CREO SINCERAMENTE QUE ÉL FUE LO PEOR DE LO PEOR



D. C. ¿Usted alguna vez volvió a Loja por una larga tempo­rada?


A. C. Sí, yo me fui a Loja a raíz de la cantidad de huelgas y lo imposible que se volvió la vida por las protestas contra el gobierno del doctor Arroyo del Río. Esto fue en los años 42, 43 y comienzos del 44; allí se hizo la revolu­ción de mayo, completa, íntegra. Ahí está la historia, contada por mí, en un libro que publicó la Universidad de Guayaquil. En Loja nos planteamos si podíamos linchar al cuerpo de carabineros, después tratamos de ver si podíamos hacerlo con el gobernador, pero no, no pudimos.


D. C. En la revolución de mayo, conocida como “La Gloriosa”, hay una extraña unidad de todos los sectores: conservadores, liberales, socialistas y comunistas. ¿Cómo expli­carla después de tantos años?
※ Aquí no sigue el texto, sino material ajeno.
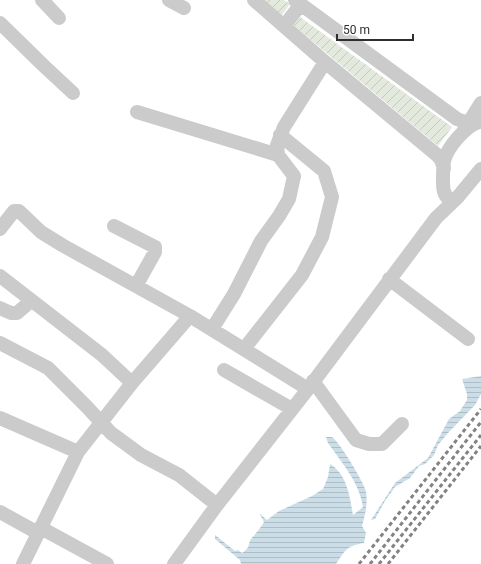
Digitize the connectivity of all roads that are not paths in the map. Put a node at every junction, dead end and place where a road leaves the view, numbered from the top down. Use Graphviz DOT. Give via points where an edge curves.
graph roads {
  1 [pos="42,0"];
  2 [pos="169,0"];
  3 [pos="254,0"];
  4 [pos="298,2"];
  5 [pos="184,8"];
  6 [pos="59,18"];
  7 [pos="0,23"];
  8 [pos="284,26"];
  9 [pos="325,62"];
  10 [pos="73,93"];
  11 [pos="481,103"];
  12 [pos="137,112"];
  13 [pos="472,125"];
  14 [pos="280,135"];
  15 [pos="278,155"];
  16 [pos="444,168"];
  17 [pos="481,169"];
  18 [pos="443,188"];
  19 [pos="457,198"];
  20 [pos="436,218"];
  21 [pos="114,226"];
  22 [pos="0,229"];
  23 [pos="0,276"];
  24 [pos="389,279"];
  25 [pos="136,286"];
  26 [pos="32,300"];
  27 [pos="0,308"];
  28 [pos="190,316"];
  29 [pos="212,329"];
  30 [pos="468,339"];
  31 [pos="0,342"];
  32 [pos="244,349"];
  33 [pos="224,370"];
  34 [pos="132,382"];
  35 [pos="310,385"];
  36 [pos="292,409"];
  37 [pos="0,418"];
  38 [pos="100,422"];
  39 [pos="402,424"];
  40 [pos="78,452"];
  41 [pos="216,505"];
  42 [pos="0,512"];
  43 [pos="40,530"];
  44 [pos="23,564"];
  45 [pos="107,564"];
  46 [pos="174,564"];
  1 -- 6 [label="street"];
  2 -- 5 [label="street"];
  3 -- 8 [label="street"];
  4 -- 8 [label="street"];
  4 -- 13 [label="street" via="457,119"];
  7 -- 10 [label="street"];
  8 -- 9 [label="street"];
  9 -- 14 [label="street"];
  9 -- 16 [label="street" via="437,155"];
  11 -- 13 [label="street"];
  12 -- 15 [label="street"];
  13 -- 16 [label="street" via="446,156"];
  14 -- 15 [label="street"];
  14 -- 32 [label="street" via="324,171 332,197 322,237 302,275"];
  15 -- 29 [label="street" via="294,176 289,199 261,241 234,294"];
  16 -- 18 [label="street"];
  17 -- 19 [label="street"];
  18 -- 19 [label="street" via="450,200"];
  18 -- 20 [label="street" via="442,207"];
  19 -- 20 [label="street"];
  20 -- 24 [label="street"];
  21 -- 25 [label="street" via="155,247 155,252"];
  22 -- 25 [label="street" via="14,211 19,211 41,232"];
  23 -- 26 [label="street"];
  24 -- 30 [label="street"];
  24 -- 35 [label="street"];
  25 -- 28 [label="street"];
  26 -- 27 [label="street" via="16,313"];
  26 -- 34 [label="street"];
  28 -- 29 [label="street"];
  28 -- 34 [label="street"];
  29 -- 32 [label="street"];
  31 -- 38 [label="street" via="48,368"];
  32 -- 35 [label="street"];
  33 -- 36 [label="street"];
  34 -- 38 [label="street"];
  35 -- 36 [label="street"];
  35 -- 39 [label="street" via="356,440 382,444"];
  36 -- 41 [label="street"];
  37 -- 40 [label="street"];
  38 -- 40 [label="street"];
  38 -- 41 [label="street" via="141,455 179,475"];
  40 -- 43 [label="street"];
  41 -- 46 [label="street"];
  42 -- 43 [label="street"];
  43 -- 44 [label="street"];
  43 -- 45 [label="street"];
}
A. C. Vea, “La Gloriosa” fue una reacción tardía a la derrota de 1941. “La Gloriosa” debió haber resultado si en este país las cosas fueran lógicas, pero la reacción nacional se produjo cuando ese régimen iba a continuar en el poder. Los verdaderos promotores de “La Gloriosa” fueron los comu­nistas, ellos fueron quienes realmente lucharon. Hacia afue­ra la jefatura era del doctor Francisco Arízaga, un liberal muy hacia la izquierda, y entre los personajes que partici­paron estuvieron Alfredo Pareja, elegido luego diputado; Ángel F. Rojas, elegido después contralor… Pedro Jorge Vera, más tarde Secretario de la Asamblea Constituyente. El doc­tor Velasco no figuraba, pero después los comunistas fueron en su busca y lo trajeron.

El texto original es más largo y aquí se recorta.